Task item:
Search term "highway": copy each line of the data containing it.

[Saved data entries]
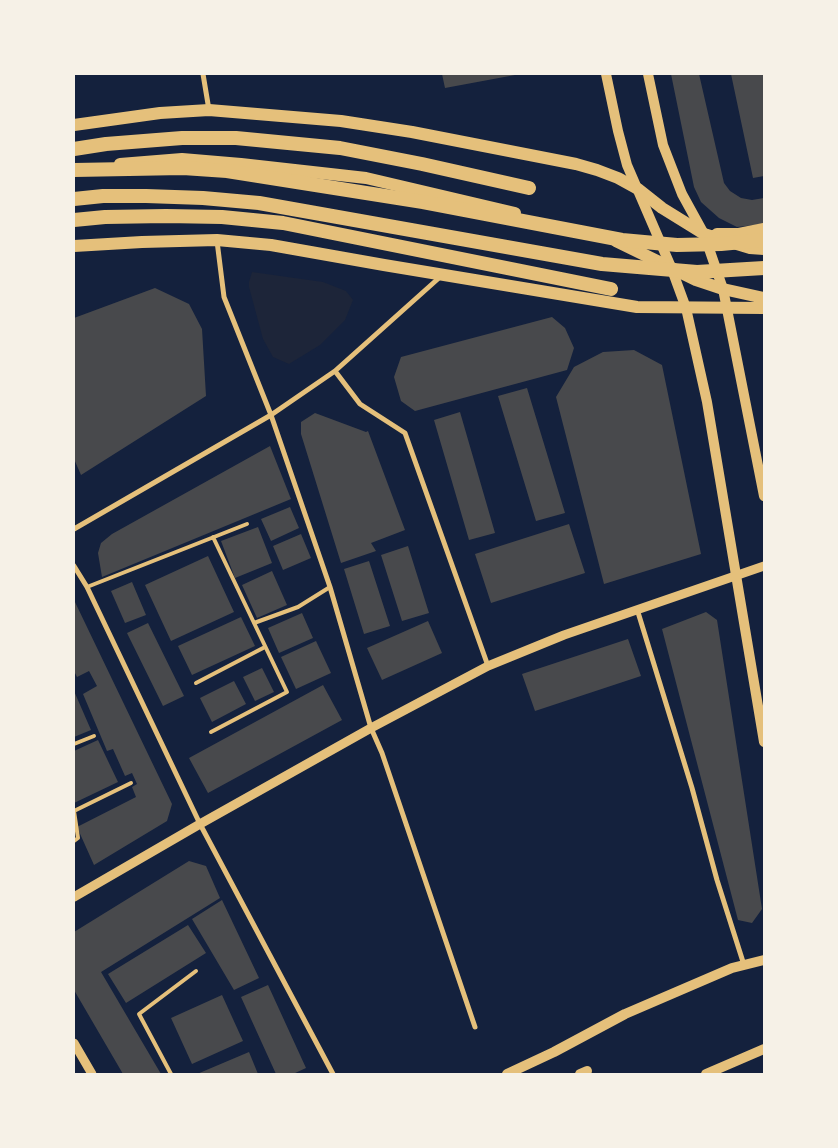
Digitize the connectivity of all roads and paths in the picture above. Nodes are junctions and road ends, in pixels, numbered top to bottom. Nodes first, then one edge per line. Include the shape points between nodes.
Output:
1 (203, 74) edge
2 (606, 74) edge
3 (648, 74) edge
4 (209, 110) junction
5 (74, 125) edge
6 (74, 149) edge
7 (74, 170) edge
8 (74, 174) edge
9 (529, 188) dead end
10 (638, 189) junction
11 (74, 199) edge
12 (74, 220) edge
13 (764, 229) edge
14 (704, 234) junction
15 (217, 240) junction
16 (764, 240) edge
17 (74, 246) edge
18 (764, 249) edge
19 (671, 266) junction
20 (764, 268) edge
21 (443, 274) junction
22 (611, 289) dead end
23 (723, 289) junction
24 (764, 298) edge
25 (686, 308) junction
26 (727, 308) junction
27 (764, 308) edge
28 (335, 371) junction
29 (271, 415) junction
30 (764, 496) edge
31 (247, 524) dead end
32 (74, 529) edge
33 (213, 538) junction
34 (74, 566) edge
35 (764, 566) edge
36 (737, 576) junction
37 (87, 587) junction
38 (330, 587) junction
39 (637, 609) junction
40 (254, 623) junction
41 (266, 647) junction
42 (488, 666) junction
43 (196, 683) dead end
44 (371, 728) junction
45 (210, 732) dead end
46 (94, 736) dead end
47 (764, 742) edge
48 (74, 744) edge
49 (131, 783) dead end
50 (74, 811) edge
51 (200, 824) junction
52 (74, 841) edge
53 (74, 898) edge
54 (764, 960) edge
55 (744, 965) junction
56 (196, 971) dead end
57 (475, 1027) dead end
58 (74, 1043) edge
59 (764, 1049) edge
60 (92, 1074) edge
61 (171, 1074) edge
62 (333, 1074) edge
63 (507, 1074) edge
64 (706, 1074) edge

1 - 4 street
2 - 10 main road via 622,148
3 - 14 main road via 663,144 682,194
4 - 5 main road
4 - 10 main road via 342,121 412,132 576,164 618,178
6 - 9 highway via 182,138 236,138 340,148
7 - 16 highway via 183,168 228,171 423,202 622,240 677,245
8 - 19 main road via 130,162 182,159 366,178 599,233
10 - 14 main road
10 - 19 main road
11 - 20 highway via 146,196 259,203 602,264 697,272
12 - 22 highway via 185,216 283,223
13 - 14 main road via 739,234
14 - 18 main road
14 - 23 main road
15 - 17 main road
15 - 21 main road via 271,245
15 - 29 street via 224,297
19 - 23 main road via 696,280
19 - 25 main road
21 - 25 main road via 637,307
21 - 28 street
23 - 24 main road
23 - 26 main road
25 - 26 main road
25 - 36 main road via 707,402
26 - 27 main road
26 - 30 main road
28 - 29 street
28 - 42 street via 360,404 405,433
29 - 32 street
29 - 38 street
31 - 33 lane
33 - 37 lane
33 - 40 lane
34 - 37 street
35 - 36 street
36 - 39 street
36 - 47 main road
37 - 51 street
38 - 40 lane via 298,606
38 - 44 street
39 - 42 street
39 - 55 street
40 - 41 lane
41 - 43 lane
41 - 45 lane via 287,692
42 - 44 street
44 - 51 street
44 - 57 street
46 - 48 lane
49 - 50 lane
50 - 52 lane via 78,838
51 - 53 street
51 - 62 street
54 - 55 main road
55 - 63 main road via 625,1014
56 - 61 lane via 139,1014
58 - 60 street
59 - 64 main road

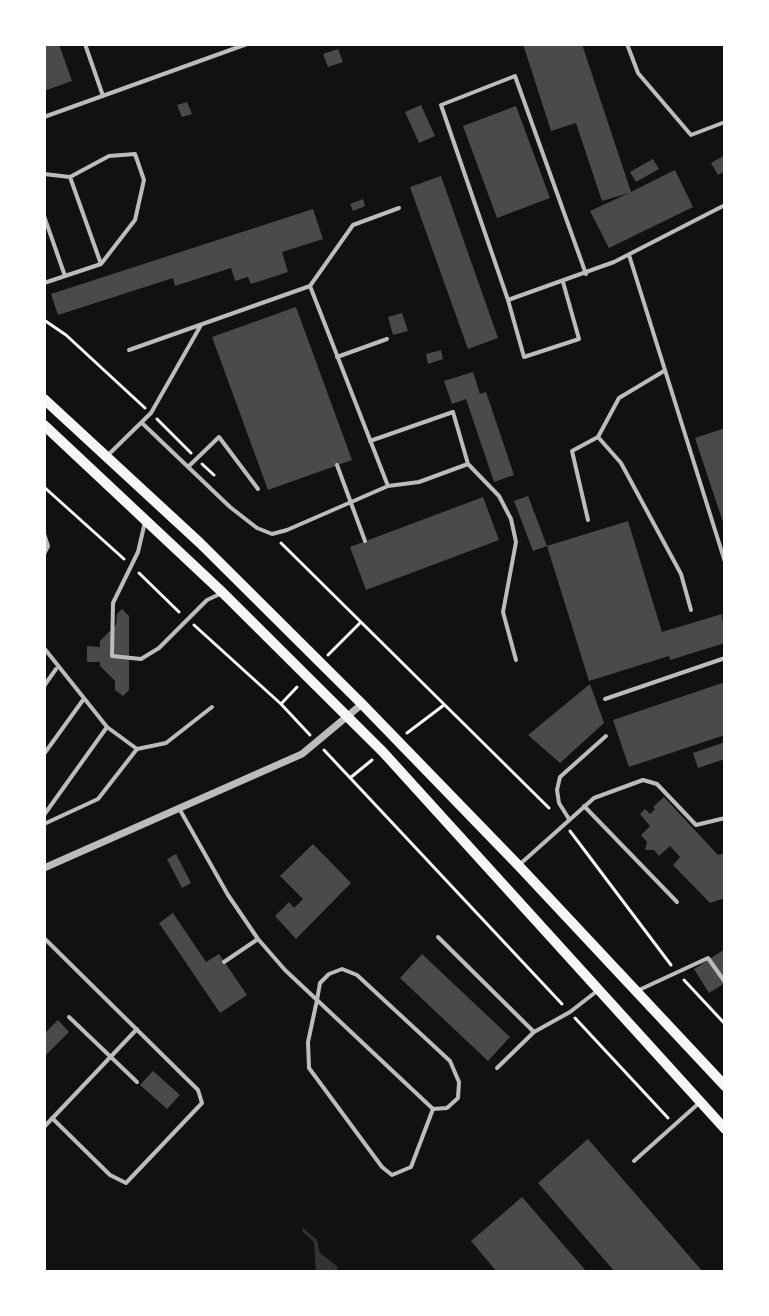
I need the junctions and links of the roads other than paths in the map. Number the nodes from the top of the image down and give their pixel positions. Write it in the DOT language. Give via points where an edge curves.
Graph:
graph roads {
  1 [pos="85,44"];
  2 [pos="247,44"];
  3 [pos="627,44"];
  4 [pos="103,96"];
  5 [pos="44,117"];
  6 [pos="725,122"];
  7 [pos="44,174"];
  8 [pos="70,177"];
  9 [pos="725,205"];
  10 [pos="399,208"];
  11 [pos="44,216"];
  12 [pos="725,234"];
  13 [pos="725,253"];
  14 [pos="629,255"];
  15 [pos="101,264"];
  16 [pos="586,274"];
  17 [pos="65,276"];
  18 [pos="563,282"];
  19 [pos="44,283"];
  20 [pos="310,286"];
  21 [pos="508,300"];
  22 [pos="203,323"];
  23 [pos="387,339"];
  24 [pos="129,350"];
  25 [pos="337,357"];
  26 [pos="664,371"];
  27 [pos="44,399"];
  28 [pos="142,423"];
  29 [pos="44,425"];
  30 [pos="598,437"];
  31 [pos="370,441"];
  32 [pos="107,456"];
  33 [pos="468,464"];
  34 [pos="337,465"];
  35 [pos="189,466"];
  36 [pos="388,486"];
  37 [pos="258,489"];
  38 [pos="350,502"];
  39 [pos="145,519"];
  40 [pos="588,520"];
  41 [pos="44,534"];
  42 [pos="365,541"];
  43 [pos="44,554"];
  44 [pos="725,562"];
  45 [pos="223,593"];
  46 [pos="691,610"];
  47 [pos="44,648"];
  48 [pos="725,658"];
  49 [pos="516,660"];
  50 [pos="57,668"];
  51 [pos="44,686"];
  52 [pos="605,699"];
  53 [pos="83,700"];
  54 [pos="362,704"];
  55 [pos="212,707"];
  56 [pos="348,717"];
  57 [pos="107,727"];
  58 [pos="606,736"];
  59 [pos="137,749"];
  60 [pos="44,754"];
  61 [pos="584,806"];
  62 [pos="180,810"];
  63 [pos="44,815"];
  64 [pos="725,818"];
  65 [pos="567,821"];
  66 [pos="44,824"];
  67 [pos="519,866"];
  68 [pos="44,868"];
  69 [pos="677,902"];
  70 [pos="438,937"];
  71 [pos="44,938"];
  72 [pos="258,939"];
  73 [pos="224,962"];
  74 [pos="725,982"];
  75 [pos="597,991"];
  76 [pos="637,991"];
  77 [pos="317,1000"];
  78 [pos="69,1017"];
  79 [pos="137,1029"];
  80 [pos="534,1032"];
  81 [pos="110,1056"];
  82 [pos="497,1068"];
  83 [pos="724,1081"];
  84 [pos="137,1082"];
  85 [pos="700,1102"];
  86 [pos="433,1109"];
  87 [pos="52,1118"];
  88 [pos="44,1127"];
  89 [pos="725,1129"];
  90 [pos="634,1161"];
  1 -- 4 [label="lane"];
  2 -- 4 [label="lane"];
  3 -- 6 [label="lane" via="638,73 691,135"];
  4 -- 5 [label="lane"];
  7 -- 8 [label="lane"];
  8 -- 15 [label="lane"];
  8 -- 15 [label="lane" via="109,156 135,154 144,180 135,220"];
  9 -- 14 [label="lane"];
  10 -- 20 [label="lane" via="353,225"];
  11 -- 17 [label="lane"];
  12 -- 13 [label="lane"];
  14 -- 16 [label="lane"];
  14 -- 26 [label="lane"];
  15 -- 17 [label="lane"];
  16 -- 18 [label="lane"];
  16 -- 21 [label="lane" via="515,76 441,105"];
  17 -- 19 [label="lane"];
  18 -- 21 [label="lane"];
  18 -- 21 [label="lane" via="579,339 524,357"];
  20 -- 22 [label="lane"];
  20 -- 25 [label="lane"];
  22 -- 24 [label="lane"];
  22 -- 28 [label="lane"];
  23 -- 25 [label="lane"];
  25 -- 31 [label="lane"];
  26 -- 30 [label="lane" via="619,398"];
  26 -- 44 [label="lane"];
  27 -- 32 [label="main road"];
  28 -- 32 [label="lane"];
  28 -- 35 [label="lane"];
  29 -- 39 [label="main road"];
  30 -- 40 [label="lane" via="572,451"];
  30 -- 46 [label="lane" via="621,463 681,574"];
  31 -- 33 [label="lane" via="453,412"];
  31 -- 36 [label="lane"];
  32 -- 54 [label="main road"];
  33 -- 36 [label="lane" via="419,482"];
  33 -- 49 [label="lane" via="499,496 511,519 516,542 503,612"];
  34 -- 38 [label="lane"];
  35 -- 37 [label="lane" via="219,437"];
  35 -- 38 [label="lane" via="230,507 272,534"];
  36 -- 38 [label="lane"];
  38 -- 42 [label="lane"];
  39 -- 45 [label="main road"];
  39 -- 45 [label="lane" via="132,567 113,603 112,656 141,659 207,600"];
  41 -- 43 [label="lane"];
  45 -- 56 [label="main road"];
  47 -- 50 [label="lane"];
  48 -- 52 [label="lane"];
  50 -- 51 [label="lane"];
  50 -- 53 [label="lane"];
  53 -- 57 [label="lane"];
  53 -- 60 [label="lane"];
  54 -- 56 [label="street"];
  54 -- 67 [label="main road"];
  55 -- 59 [label="lane" via="166,743"];
  56 -- 62 [label="street" via="302,754"];
  56 -- 75 [label="main road"];
  57 -- 59 [label="lane"];
  57 -- 63 [label="lane"];
  58 -- 65 [label="lane" via="560,777 559,803"];
  59 -- 66 [label="lane" via="98,799"];
  61 -- 64 [label="lane" via="643,780 657,784 696,825"];
  61 -- 65 [label="lane"];
  61 -- 69 [label="lane"];
  62 -- 68 [label="street"];
  62 -- 72 [label="lane"];
  65 -- 67 [label="lane"];
  67 -- 76 [label="main road"];
  70 -- 80 [label="lane"];
  71 -- 79 [label="lane"];
  72 -- 73 [label="lane"];
  72 -- 77 [label="lane"];
  74 -- 76 [label="lane" via="708,958"];
  75 -- 80 [label="lane"];
  75 -- 85 [label="main road"];
  76 -- 83 [label="main road"];
  77 -- 86 [label="lane"];
  77 -- 86 [label="lane" via="320,983 329,974 342,969 357,975 450,1061 459,1082 458,1098 447,1108"];
  77 -- 86 [label="lane" via="308,1042 309,1068 392,1175 411,1167"];
  78 -- 81 [label="lane"];
  79 -- 81 [label="lane"];
  79 -- 87 [label="lane" via="198,1090 202,1103 147,1162 126,1183 110,1175"];
  80 -- 82 [label="lane"];
  81 -- 84 [label="lane"];
  81 -- 87 [label="lane"];
  85 -- 89 [label="main road"];
  85 -- 90 [label="lane"];
  87 -- 88 [label="lane"];
}
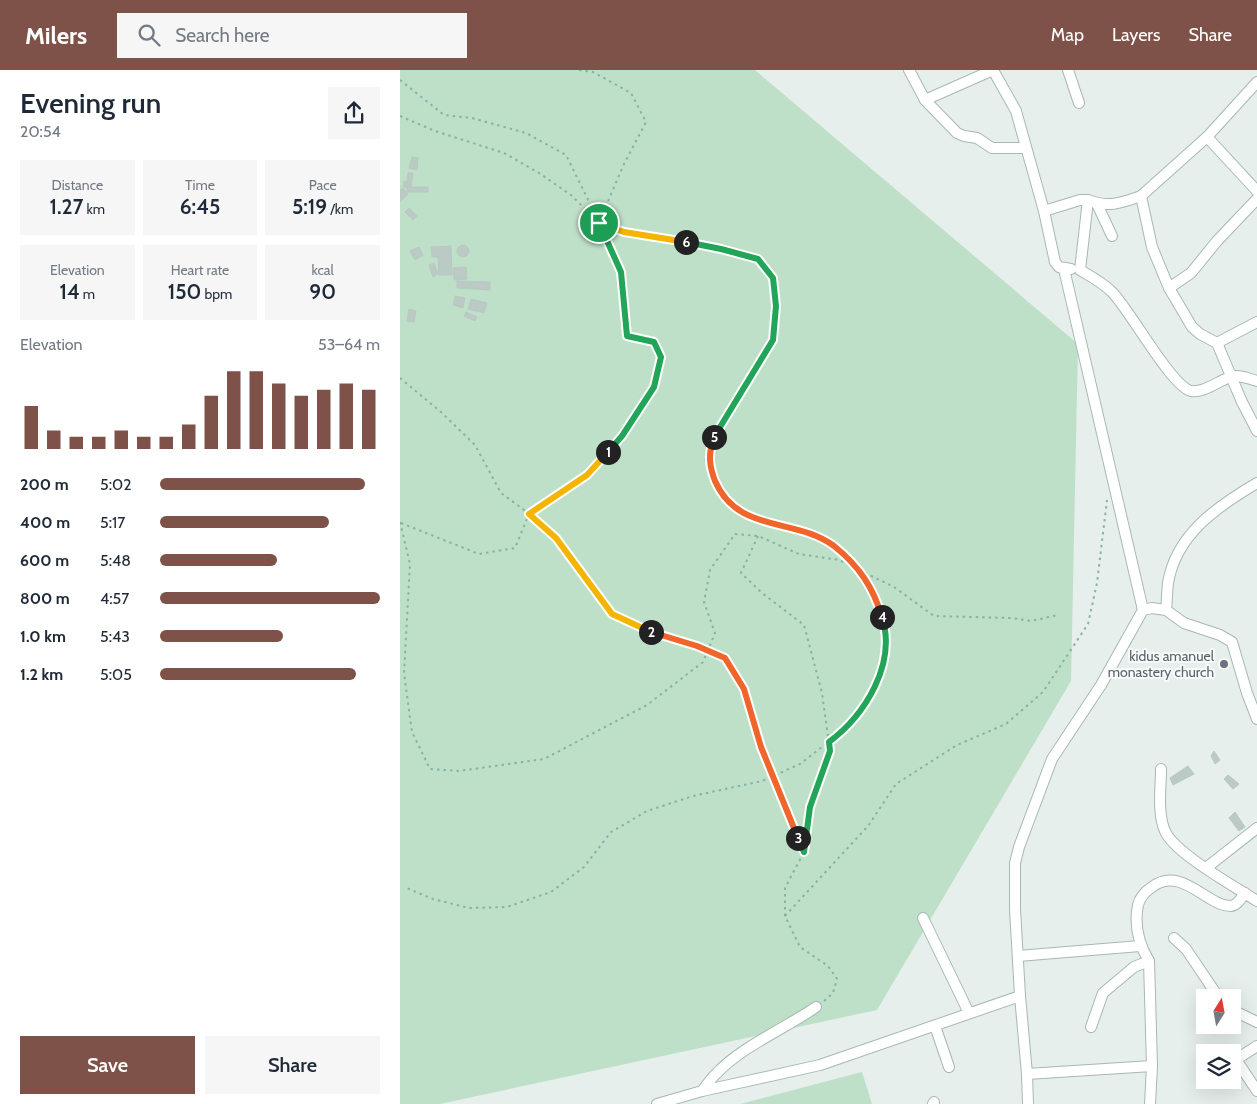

Problem solution:
6 - 9 highway via 182,138 236,138 340,148
7 - 16 highway via 183,168 228,171 423,202 622,240 677,245
11 - 20 highway via 146,196 259,203 602,264 697,272
12 - 22 highway via 185,216 283,223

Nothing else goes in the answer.